LOL, no poor people in Eau Claire please. We have standards to uphold here.
 
Vancouver has plenty of subsidised housing and it's not exactly working out of them. I'm not sure how things operate Houston but I think their crisis is less severe than Canadian cities and West Coast American cities. It could also be that their homelessness is less linked to substance abuse than it is here.
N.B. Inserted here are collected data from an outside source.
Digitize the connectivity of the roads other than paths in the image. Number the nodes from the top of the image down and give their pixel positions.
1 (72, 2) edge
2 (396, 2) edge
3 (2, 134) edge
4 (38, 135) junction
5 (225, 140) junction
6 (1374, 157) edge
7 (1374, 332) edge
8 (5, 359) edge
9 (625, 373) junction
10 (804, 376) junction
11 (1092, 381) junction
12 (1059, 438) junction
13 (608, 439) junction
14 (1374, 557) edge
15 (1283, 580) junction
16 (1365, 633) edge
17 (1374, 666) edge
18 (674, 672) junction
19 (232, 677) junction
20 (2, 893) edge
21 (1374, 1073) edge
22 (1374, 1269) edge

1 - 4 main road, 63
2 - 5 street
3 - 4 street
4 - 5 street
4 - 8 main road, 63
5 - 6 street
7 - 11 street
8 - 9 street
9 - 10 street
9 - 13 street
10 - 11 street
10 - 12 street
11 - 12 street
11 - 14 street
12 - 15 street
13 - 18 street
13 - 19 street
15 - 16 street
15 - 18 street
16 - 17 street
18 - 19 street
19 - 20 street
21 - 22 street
Meanwhile, our downtowns can't afford more trials and errors. The situation is getting really dramatic and at this pace, some cities risk ending up with streets fully abandoned by normal people like Hastings. The Drop-in-Centre is unfair to all of the population of the East Village, Bridgeland, Chinatown and the surroundings. I know the Drop-In Centre center has been here for a while, before the E&V revitalisation, but it's greatly affecting the quality of life of 50K/100K people (not just the people living in the area but also shopping, working, transiting). Are there benefits to having the Drop-In Centre located downtown? Absolutely, it makes essential services more accessible to people in need. But should the needs and safety of 100,000 others also be part of the conversation? In my opinion, yes and it has not been the case at all, even though the Drop-In Centre is financed by the taxes of these 100.000.
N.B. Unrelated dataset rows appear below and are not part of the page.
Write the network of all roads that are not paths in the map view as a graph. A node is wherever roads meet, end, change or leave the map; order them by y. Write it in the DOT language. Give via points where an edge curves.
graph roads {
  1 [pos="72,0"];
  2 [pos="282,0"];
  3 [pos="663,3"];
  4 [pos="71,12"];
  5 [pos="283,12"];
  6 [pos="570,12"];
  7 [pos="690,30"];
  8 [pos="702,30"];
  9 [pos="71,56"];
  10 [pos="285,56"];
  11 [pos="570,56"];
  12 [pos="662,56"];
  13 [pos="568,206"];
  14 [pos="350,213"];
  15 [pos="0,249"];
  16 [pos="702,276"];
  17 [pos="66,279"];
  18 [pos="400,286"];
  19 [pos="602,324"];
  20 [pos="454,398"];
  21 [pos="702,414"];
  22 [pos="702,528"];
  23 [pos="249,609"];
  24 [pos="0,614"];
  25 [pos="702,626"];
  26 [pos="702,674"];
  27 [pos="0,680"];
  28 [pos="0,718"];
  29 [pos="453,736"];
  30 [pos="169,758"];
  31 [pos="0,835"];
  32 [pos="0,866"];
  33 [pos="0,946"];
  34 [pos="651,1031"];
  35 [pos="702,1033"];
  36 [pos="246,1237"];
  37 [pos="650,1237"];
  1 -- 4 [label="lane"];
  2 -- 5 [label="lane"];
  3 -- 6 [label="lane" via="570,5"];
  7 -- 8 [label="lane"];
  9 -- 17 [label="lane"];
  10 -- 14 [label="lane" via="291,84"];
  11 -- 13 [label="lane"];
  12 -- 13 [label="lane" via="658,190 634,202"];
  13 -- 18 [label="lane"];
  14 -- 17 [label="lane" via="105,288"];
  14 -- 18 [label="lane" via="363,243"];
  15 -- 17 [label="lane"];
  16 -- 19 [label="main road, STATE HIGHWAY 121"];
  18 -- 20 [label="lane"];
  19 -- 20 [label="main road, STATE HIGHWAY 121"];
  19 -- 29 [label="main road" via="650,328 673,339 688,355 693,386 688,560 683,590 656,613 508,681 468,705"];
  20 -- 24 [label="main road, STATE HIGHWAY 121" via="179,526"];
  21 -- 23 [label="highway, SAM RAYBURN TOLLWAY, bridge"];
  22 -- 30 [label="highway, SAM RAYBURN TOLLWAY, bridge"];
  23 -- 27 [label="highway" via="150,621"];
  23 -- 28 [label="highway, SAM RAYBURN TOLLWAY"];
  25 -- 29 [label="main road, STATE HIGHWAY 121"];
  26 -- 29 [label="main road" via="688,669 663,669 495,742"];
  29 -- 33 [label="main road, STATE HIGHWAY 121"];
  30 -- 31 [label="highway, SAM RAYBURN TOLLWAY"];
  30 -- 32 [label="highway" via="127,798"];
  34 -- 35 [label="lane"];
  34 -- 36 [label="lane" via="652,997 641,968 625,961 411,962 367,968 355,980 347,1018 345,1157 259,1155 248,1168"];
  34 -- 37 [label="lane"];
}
I'm a EV resident, pay a significant amount of taxes and never had a say in the story.
I'm not sure how Calgary would compare to Houston or Vancouver. I suspect the issue differs somewhat for all three cities, but I think we need to at least take a run at a housing solution as the first step. The housing could be dispersed into smaller clusters and spread out in different areas. I also think the housing would be better away from the DIC, and in that case should in theory provide some immediate relief to EV. Nobody knows how successful the housing program would be, but we won't know until we try it. We know housing won't solve the issue for all homeless, but it'll give us a clear picture of how many are in the range of extremely difficult to impossible to help. The step for those people is a more difficult solution and another conversation.

I get your frustration. I don't live in EV, but have a friend who lives in Evolution and have heard the frustrating stories, and understand not wanting to spend time experimenting, but IMO, housing would at least get the ball rolling, and would provide some fairly quick relief to EV residents.
 
While not everything is a housing problem, a sufficiently affordable housing supply is a pre-requisite for any other solution to be effective.

Tough or soft approaches to policing, relocating facilities etc. none of that will be meaningfully impactful if there's always a poverty pipeline - exacerbated by a lack of housing access - for people on the margins.